В полутемном зале, несмотря на дождливую погоду, сидело немало народу, но мы заметили свободный столик в углу, и я поспешил, сбивая стулья и официантов, занять его. Тут же подошла молодая пара и попыталась отжать половину стола, но вовремя подоспело подкрепление и молодые ретировались, поняв, что мы и числом и уменьем наголову их превосходим.

Мы расселись. Владимир Сергеевич сел рядом со стариком и протянул ему руку:

- Я - Владимир Сергеевич, главный инженер металлургического завода “Серп и Молот”.

- А я - Семён Васильевич Скворцов, уже полвека, как безработный. А в прошлом сотрудник МГБ, из отдела внешней разведки.

- Скворцов, вы говорите ?

- Уже восемьдесят шестой год, как Скворцов.

- Я кажется что-то слышал о вас… Если не ошибаюсь, там такая запутанная история…

- Да, она самая. Одно время журналисты наседали, а потом остыли.

- Вы смогли Абакумова вокруг пальца обвести и уйти от ареста, - стал вспоминать Владимир Сергеевич

- Да, - самодовольно улыбнулся старик и загрустил, уставившись в одну точку.

Официант уже расторопно расставлял чашки для горячего бульона, тарелки для чебуреков и беляшей.

Как вдруг старик сказал:

- Наши войска по всему фронту отступали, и наш батальон попал в окружение...

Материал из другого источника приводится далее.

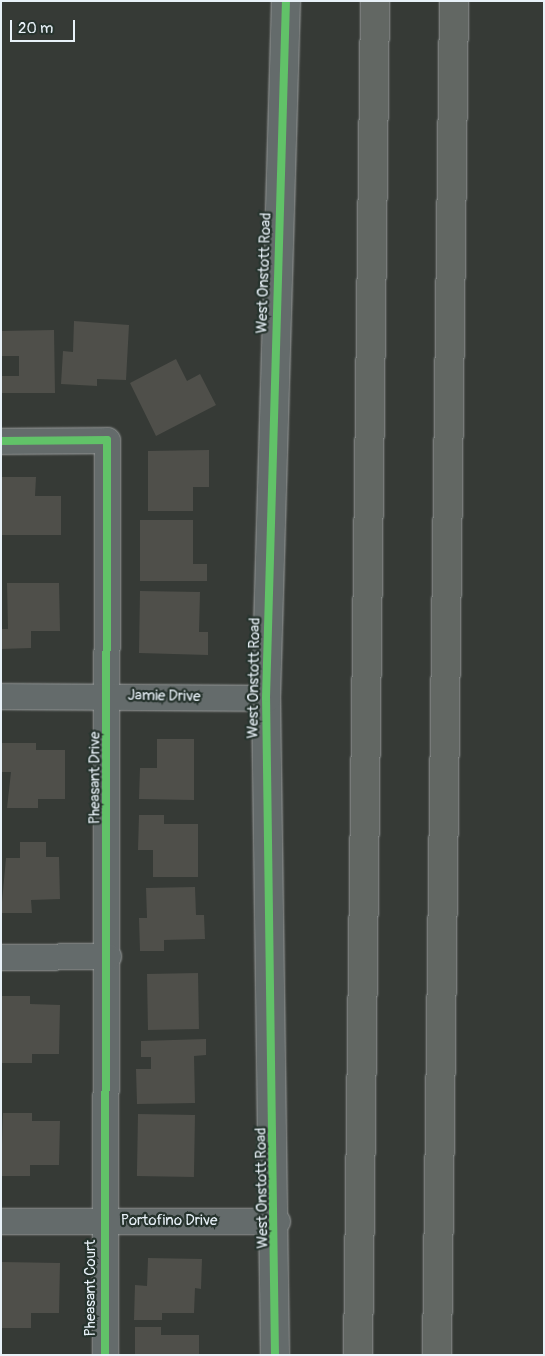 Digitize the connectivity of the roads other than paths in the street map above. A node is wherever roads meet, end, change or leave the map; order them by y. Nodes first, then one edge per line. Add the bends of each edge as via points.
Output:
1 (286, 1) edge
2 (375, 1) edge
3 (454, 1) edge
4 (1, 441) edge
5 (110, 695) junction
6 (1, 696) edge
7 (266, 698) junction
8 (108, 956) junction
9 (1, 957) edge
10 (105, 1221) junction
11 (277, 1221) junction
12 (1, 1222) edge
13 (105, 1355) edge
14 (275, 1355) edge
15 (358, 1355) edge
16 (436, 1355) edge

1 - 7 street, West Onstott Road
2 - 15 highway
3 - 16 highway
4 - 5 street, Pheasant Drive via 107,440
5 - 6 street, Jamie Drive
5 - 7 street, Jamie Drive
5 - 8 street, Pheasant Drive
7 - 11 street, West Onstott Road
8 - 9 street
8 - 10 street, Pheasant Drive
10 - 11 street, Portofino Drive
10 - 12 street, Portofino Drive
10 - 13 street, Pheasant Court
11 - 14 street, West Onstott Road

Я закрыл глаза и почувствовал в воздухе запах гари, увидел, как вдоль по горизонту, за спинами сидевших напротив меня Ирины и Ларисы, горят подбитые грузовики и танки. Перед моим взором всплыла мрачная картина поля боя. Заухал миномёт, да так оглушительно близко, что ударное эхо с болью отдалось в ушах.

...Мы то держались до последнего, а с флангов не выдержали, вот немцы круг и замкнули, - не глядя ни на кого, продолжил рассказывать старик,- радист погиб, мина шарахнула рядом и рация накрылась, осколки насквозь её прошили, связи никакой, и непонятно, то ли отступать, то ли наступать и, главное - в каком направлении?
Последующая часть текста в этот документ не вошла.